Rankiem tego dnia zobaczyłem się z dyrektorem i dowiedziałem się, że miałem nie tyle udokumentować zniszczenie kapliczki na Berłowej górze, co podjąć próbę znalezienia brakującego elementu. Dlatego odczekałem trochę, aż bardziej się rozjaśniło i chociaż mróz dawał się we znaki ruszyłem jeszcze raz na miejsce. Tym razem obszar poszukiwań oznaczyłem plamą, bo trudno tutaj zaznaczać każdą ścieżkę, którą przeszedłem.
Jest też trzcina pospolita - Phragmites australis.
Penetruję skupiska śliwy tarniny - Prunus spinosa. Brakującego elementu ogrodzenia brak.
Odbijam nieco w kierunku wschodnim. Zza krzaków wyłania się most w ciągu obwodnicy. Ma to być nowy symbol Chrzanowa.
Przy zachodniej skarpie widać okazałą jabłoń domową - Malus domestica. To drzewo zapewne wyrosło z wyrzuconego ogryzka.
Śliwa tarnina - Prunus spinosa tworzy tutaj charakterystyczne szerokie, stożkowate skupiska. Tak rozpełza się ten gatunek. Najwyższy krzew to pramatka danej biogrupy.
Pewną domieszkę stanowi tutaj róża dzika - Rosa canina. Oto jej glazurowane owoce z zamarzniętymi kroplami wody.
Wyszedłem na szczyt i zerkam w kierunku północno-zachodnim. Wzniesienie przed nami to osadnik, największe osiągnięcie antropocenu na ziemi chrzanowskiej.
Przy okazji podjąłem próbę sprawdzenia flory murawy.

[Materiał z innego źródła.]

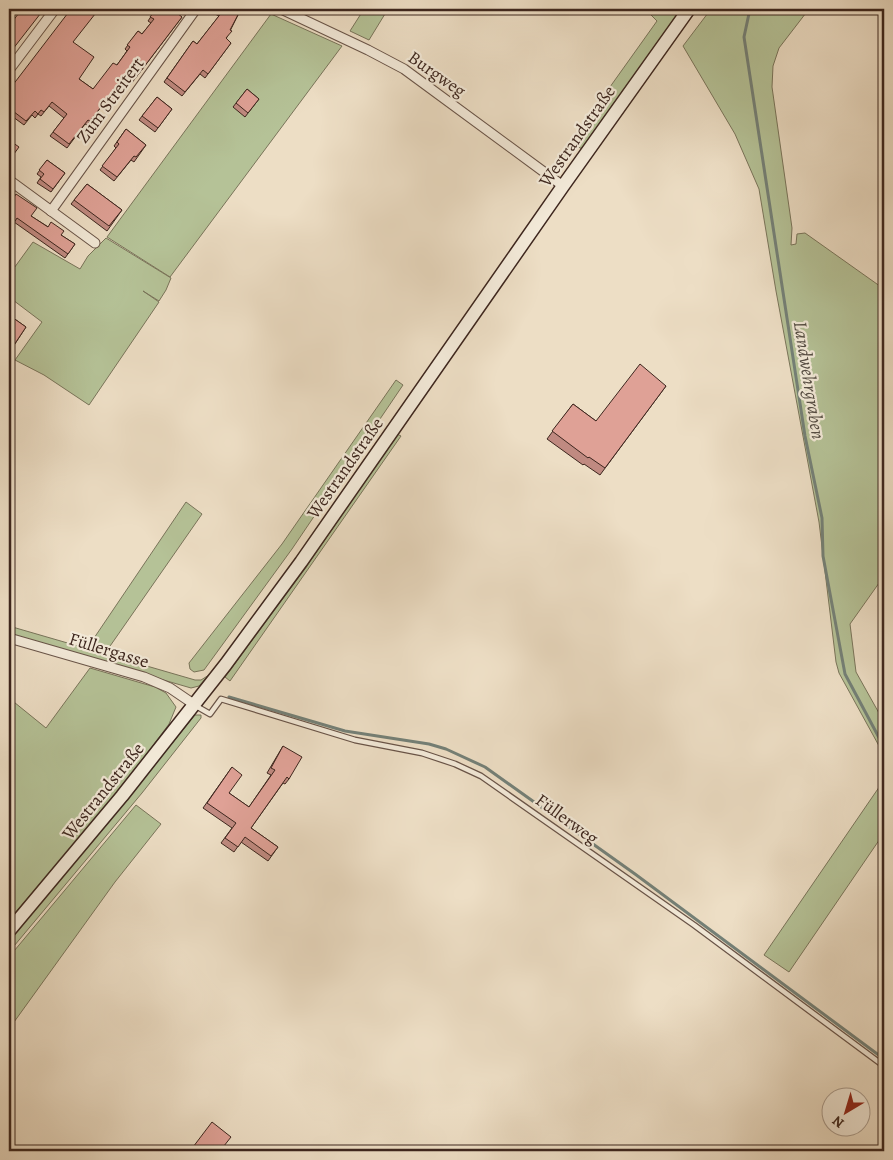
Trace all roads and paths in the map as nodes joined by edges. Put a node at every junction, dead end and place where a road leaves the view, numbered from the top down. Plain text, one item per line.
1 (55, 9) edge
2 (196, 9) edge
3 (281, 9) edge
4 (689, 9) edge
5 (9, 70) edge
6 (10, 182) edge
7 (563, 186) junction
8 (51, 211) junction
9 (95, 243) dead end
10 (9, 638) edge
11 (195, 705) junction
12 (9, 931) edge
13 (884, 1066) edge

1 - 5 street
2 - 8 street, Zum Streitert
3 - 7 street, Burgweg
4 - 7 main road, Westrandstraße
6 - 8 street
7 - 11 main road, Westrandstraße
8 - 9 street
10 - 11 street, Füllergasse
11 - 12 main road, Westrandstraße
11 - 13 lane, Füllerweg

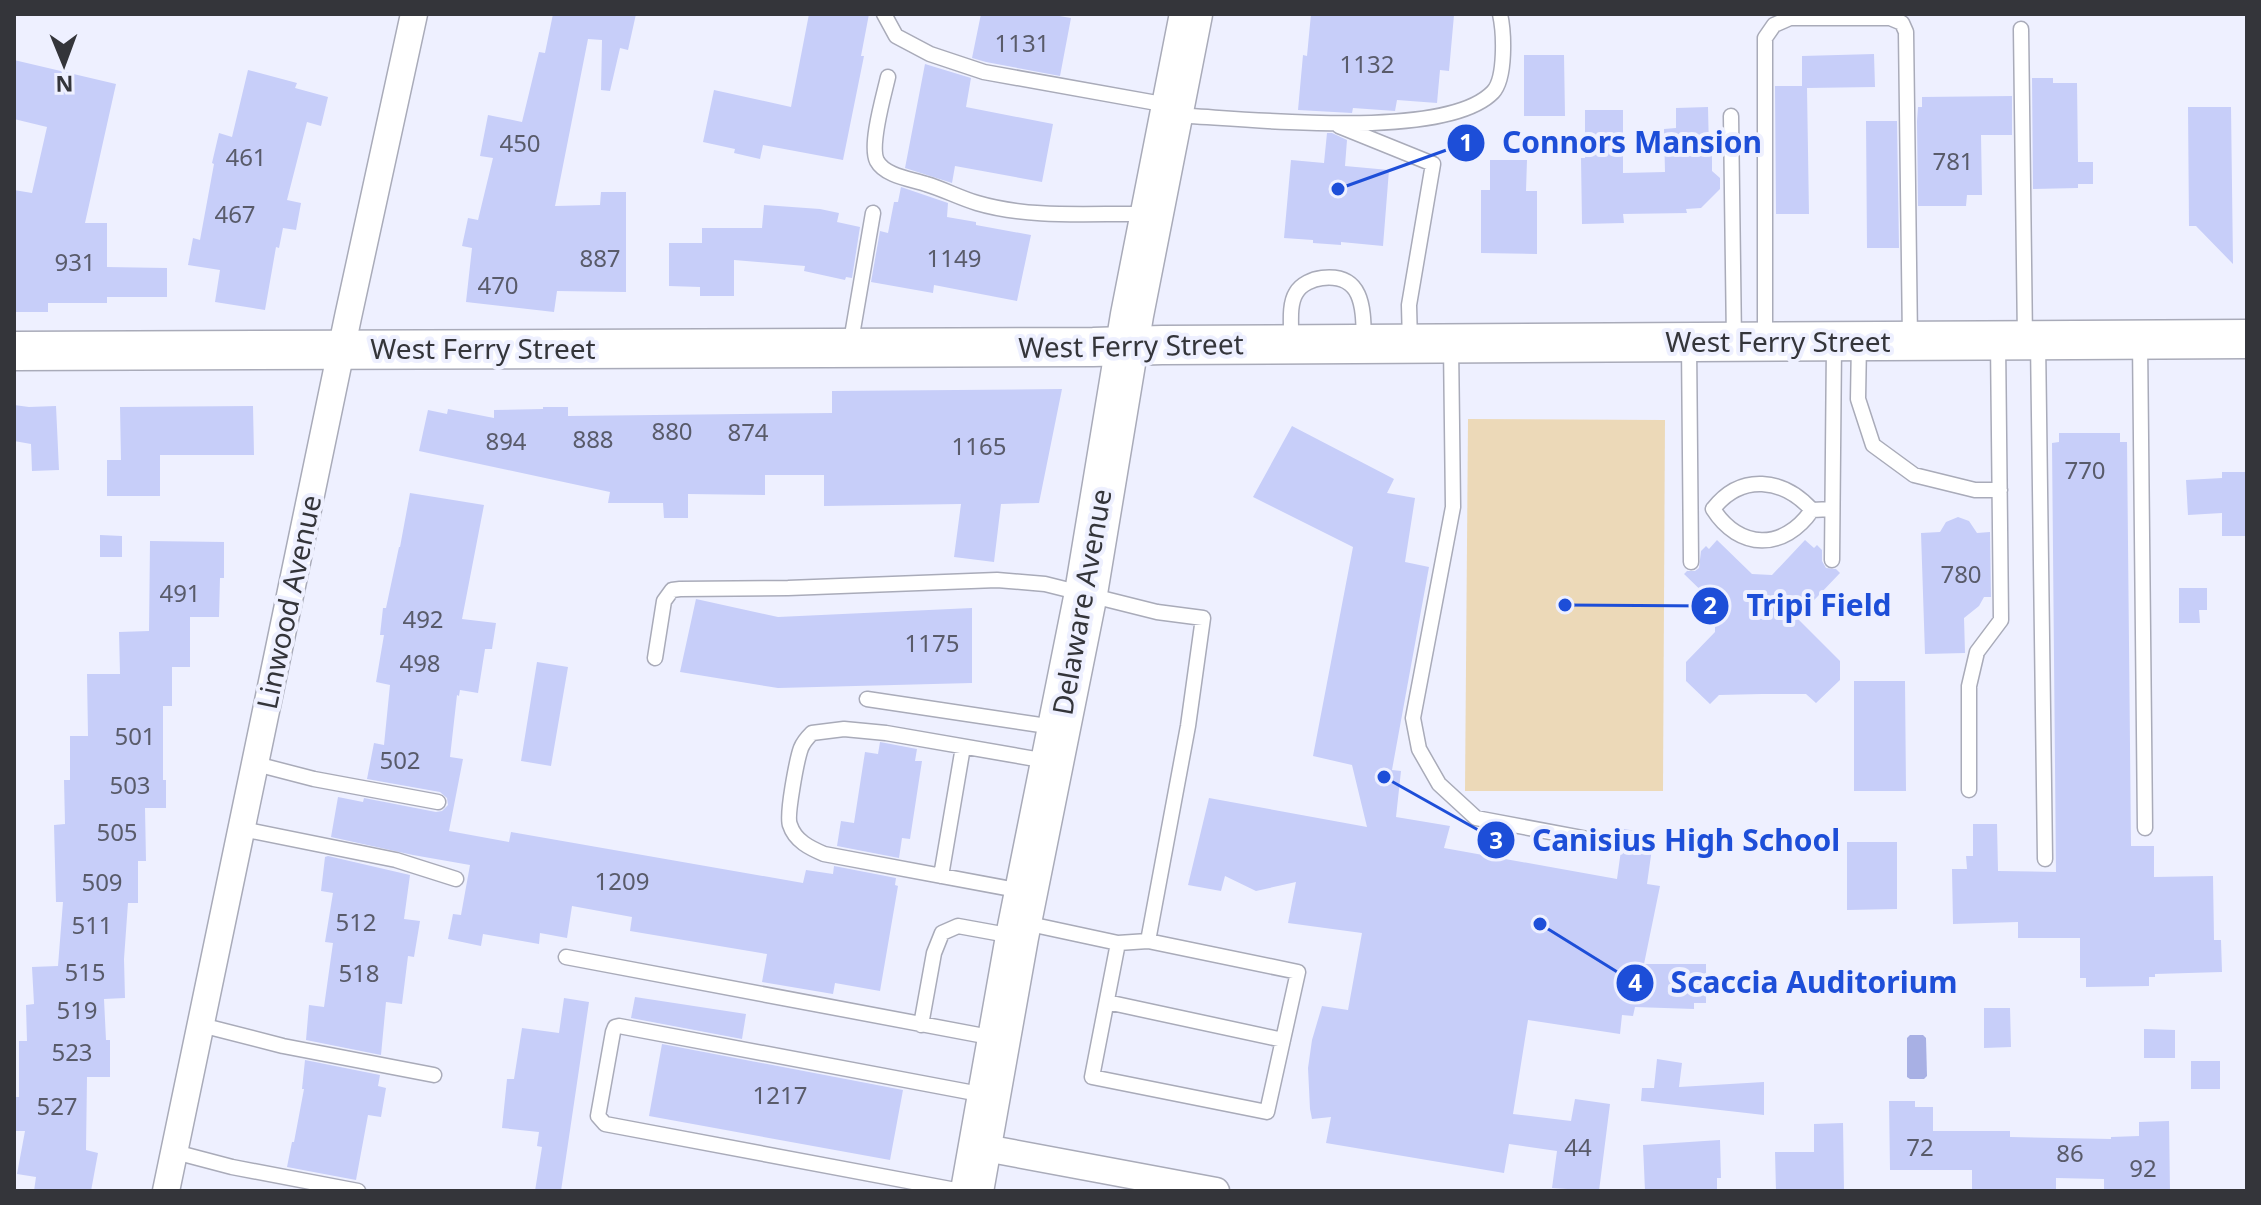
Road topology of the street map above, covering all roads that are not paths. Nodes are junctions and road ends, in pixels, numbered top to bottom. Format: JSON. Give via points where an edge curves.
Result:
{"nodes":[{"id":1,"x":414,"y":14,"type":"edge"},
{"id":2,"x":884,"y":14,"type":"edge"},
{"id":3,"x":1500,"y":14,"type":"edge"},
{"id":4,"x":1186,"y":17,"type":"edge"},
{"id":5,"x":2021,"y":29,"type":"dead end"},
{"id":6,"x":888,"y":77,"type":"dead end"},
{"id":7,"x":1172,"y":110,"type":"junction"},
{"id":8,"x":1731,"y":116,"type":"dead end"},
{"id":9,"x":1333,"y":124,"type":"junction"},
{"id":10,"x":873,"y":213,"type":"dead end"},
{"id":11,"x":1152,"y":214,"type":"junction"},
{"id":12,"x":2247,"y":339,"type":"edge"},
{"id":13,"x":2140,"y":340,"type":"junction"},
{"id":14,"x":1910,"y":341,"type":"junction"},
{"id":15,"x":2020,"y":341,"type":"junction"},
{"id":16,"x":1847,"y":342,"type":"junction"},
{"id":17,"x":1689,"y":343,"type":"junction"},
{"id":18,"x":1750,"y":343,"type":"junction"},
{"id":19,"x":1410,"y":344,"type":"junction"},
{"id":20,"x":1451,"y":344,"type":"junction"},
{"id":21,"x":1291,"y":345,"type":"junction"},
{"id":22,"x":1364,"y":345,"type":"junction"},
{"id":23,"x":1126,"y":346,"type":"junction"},
{"id":24,"x":850,"y":348,"type":"junction"},
{"id":25,"x":342,"y":350,"type":"junction"},
{"id":26,"x":14,"y":351,"type":"edge"},
{"id":27,"x":2000,"y":490,"type":"junction"},
{"id":28,"x":1691,"y":509,"type":"junction"},
{"id":29,"x":1713,"y":509,"type":"junction"},
{"id":30,"x":1832,"y":509,"type":"junction"},
{"id":31,"x":1812,"y":510,"type":"junction"},
{"id":32,"x":1832,"y":560,"type":"dead end"},
{"id":33,"x":1691,"y":562,"type":"dead end"},
{"id":34,"x":1086,"y":593,"type":"junction"},
{"id":35,"x":655,"y":658,"type":"dead end"},
{"id":36,"x":867,"y":699,"type":"dead end"},
{"id":37,"x":1055,"y":745,"type":"junction"},
{"id":38,"x":963,"y":747,"type":"junction"},
{"id":39,"x":256,"y":764,"type":"junction"},
{"id":40,"x":1969,"y":790,"type":"dead end"},
{"id":41,"x":438,"y":802,"type":"dead end"},
{"id":42,"x":2145,"y":828,"type":"dead end"},
{"id":43,"x":242,"y":829,"type":"junction"},
{"id":44,"x":1609,"y":843,"type":"dead end"},
{"id":45,"x":2045,"y":859,"type":"dead end"},
{"id":46,"x":941,"y":876,"type":"junction"},
{"id":47,"x":456,"y":879,"type":"dead end"},
{"id":48,"x":1021,"y":917,"type":"junction"},
{"id":49,"x":1148,"y":941,"type":"junction"},
{"id":50,"x":1118,"y":943,"type":"junction"},
{"id":51,"x":566,"y":957,"type":"dead end"},
{"id":52,"x":1107,"y":1002,"type":"junction"},
{"id":53,"x":201,"y":1025,"type":"junction"},
{"id":54,"x":921,"y":1025,"type":"junction"},
{"id":55,"x":999,"y":1039,"type":"junction"},
{"id":56,"x":1283,"y":1040,"type":"junction"},
{"id":57,"x":434,"y":1075,"type":"dead end"},
{"id":58,"x":989,"y":1096,"type":"junction"},
{"id":59,"x":980,"y":1147,"type":"junction"},
{"id":60,"x":175,"y":1152,"type":"junction"},
{"id":61,"x":166,"y":1191,"type":"edge"},
{"id":62,"x":358,"y":1191,"type":"edge"},
{"id":63,"x":961,"y":1191,"type":"edge"},
{"id":64,"x":972,"y":1191,"type":"edge"},
{"id":65,"x":1216,"y":1191,"type":"edge"}],
"edges":[{"from":1,"to":25,"type":"street","name":"Linwood Avenue"},
{"from":2,"to":7,"type":"lane","via":[[896,36],[930,54],[984,72]]},
{"from":3,"to":9,"type":"lane","via":[[1503,58],[1496,89],[1478,105],[1433,119]]},
{"from":4,"to":7,"type":"main road","name":"Delaware Avenue"},
{"from":5,"to":15,"type":"lane"},
{"from":6,"to":11,"type":"lane","via":[[874,149],[877,162],[891,173],[1011,210]]},
{"from":7,"to":9,"type":"lane"},
{"from":7,"to":11,"type":"main road","name":"Delaware Avenue"},
{"from":8,"to":18,"type":"lane"},
{"from":9,"to":19,"type":"lane","via":[[1433,164],[1409,305]]},
{"from":10,"to":24,"type":"lane"},
{"from":11,"to":23,"type":"main road","name":"Delaware Avenue"},
{"from":12,"to":13,"type":"street","name":"West Ferry Street"},
{"from":13,"to":15,"type":"street","name":"West Ferry Street"},
{"from":13,"to":42,"type":"lane"},
{"from":14,"to":15,"type":"street","name":"West Ferry Street"},
{"from":14,"to":16,"type":"street","name":"West Ferry Street"},
{"from":14,"to":18,"type":"lane","via":[[1906,32],[1902,23],[1890,18],[1790,18],[1774,25],[1765,38]]},
{"from":15,"to":27,"type":"lane"},
{"from":15,"to":45,"type":"lane"},
{"from":16,"to":18,"type":"street","name":"West Ferry Street"},
{"from":16,"to":27,"type":"lane","via":[[1873,445],[1914,475],[1975,490]]},
{"from":16,"to":30,"type":"lane"},
{"from":17,"to":18,"type":"street","name":"West Ferry Street"},
{"from":17,"to":20,"type":"street","name":"West Ferry Street"},
{"from":17,"to":28,"type":"lane"},
{"from":19,"to":20,"type":"street","name":"West Ferry Street"},
{"from":19,"to":22,"type":"street","name":"West Ferry Street"},
{"from":20,"to":44,"type":"lane","via":[[1453,507],[1413,718],[1419,749],[1439,784],[1476,818]]},
{"from":21,"to":22,"type":"street","name":"West Ferry Street"},
{"from":21,"to":22,"type":"lane","via":[[1296,292],[1322,278],[1354,286],[1363,306]]},
{"from":21,"to":23,"type":"street","name":"West Ferry Street"},
{"from":23,"to":24,"type":"street","name":"West Ferry Street"},
{"from":23,"to":34,"type":"main road","name":"Delaware Avenue"},
{"from":24,"to":25,"type":"street","name":"West Ferry Street"},
{"from":25,"to":26,"type":"street","name":"West Ferry Street"},
{"from":25,"to":39,"type":"street","name":"Linwood Avenue"},
{"from":27,"to":40,"type":"lane","via":[[2001,620],[1977,652],[1969,686]]},
{"from":28,"to":29,"type":"lane"},
{"from":28,"to":33,"type":"lane"},
{"from":29,"to":31,"type":"lane","via":[[1722,497],[1761,483],[1789,490]]},
{"from":29,"to":31,"type":"lane","via":[[1732,531],[1761,540],[1785,535]]},
{"from":30,"to":31,"type":"lane"},
{"from":30,"to":32,"type":"lane"},
{"from":34,"to":35,"type":"lane","via":[[997,580],[672,590],[664,601]]},
{"from":34,"to":37,"type":"main road","name":"Delaware Avenue"},
{"from":34,"to":49,"type":"lane","via":[[1203,618]]},
{"from":36,"to":37,"type":"lane"},
{"from":37,"to":38,"type":"lane"},
{"from":37,"to":48,"type":"main road","name":"Delaware Avenue"},
{"from":38,"to":46,"type":"lane"},
{"from":38,"to":46,"type":"lane","via":[[844,729],[812,733],[801,746],[790,805],[789,823],[810,848]]},
{"from":39,"to":41,"type":"lane"},
{"from":39,"to":43,"type":"street","name":"Linwood Avenue"},
{"from":43,"to":47,"type":"lane","via":[[396,860]]},
{"from":43,"to":53,"type":"street","name":"Linwood Avenue"},
{"from":46,"to":48,"type":"lane"},
{"from":48,"to":50,"type":"lane"},
{"from":48,"to":54,"type":"lane","via":[[942,933]]},
{"from":48,"to":55,"type":"main road","name":"Delaware Avenue"},
{"from":49,"to":50,"type":"lane"},
{"from":49,"to":56,"type":"lane","via":[[1298,972]]},
{"from":50,"to":52,"type":"lane"},
{"from":51,"to":54,"type":"lane"},
{"from":52,"to":56,"type":"lane"},
{"from":52,"to":56,"type":"lane","via":[[1092,1077],[1267,1112]]},
{"from":53,"to":57,"type":"lane"},
{"from":53,"to":60,"type":"street","name":"Linwood Avenue"},
{"from":54,"to":55,"type":"lane"},
{"from":55,"to":58,"type":"main road","name":"Delaware Avenue"},
{"from":58,"to":59,"type":"main road","name":"Delaware Avenue"},
{"from":58,"to":63,"type":"lane","via":[[619,1026],[613,1032],[598,1116],[605,1124]]},
{"from":59,"to":64,"type":"main road","name":"Delaware Avenue"},
{"from":59,"to":65,"type":"street"},
{"from":60,"to":61,"type":"street","name":"Linwood Avenue"},
{"from":60,"to":62,"type":"lane"}]}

Jest to oczywiście działanie na granicy paleobotaniki, ale w wielu wypadkach skuteczne. Z traw dominuje tutaj kłosownica pierzasta - Brachypodium pinnatum.
Tutaj na przykład mamy skupisko przetacznika pagórkowego - Veronica teucrium.
Jest też goździk kartuzek - Dianthus carthusianorum.
Następnie odbijam w prawo i podziwiam skupisko róży dzikiej - Rosa canina. Uroczo prezentuje się na jej pędzie glazura z dwuwodorku tlenu.
Tak prezentuje się Chrzanów, kiedy zerkamy ze wzgórza w kierunku południowo-zachodnim. "Obwodnica" została wciśnięta pomiędzy bloki a miską zabudowę.
A to kolejna okazała jabłoń domowa - Malus domestica.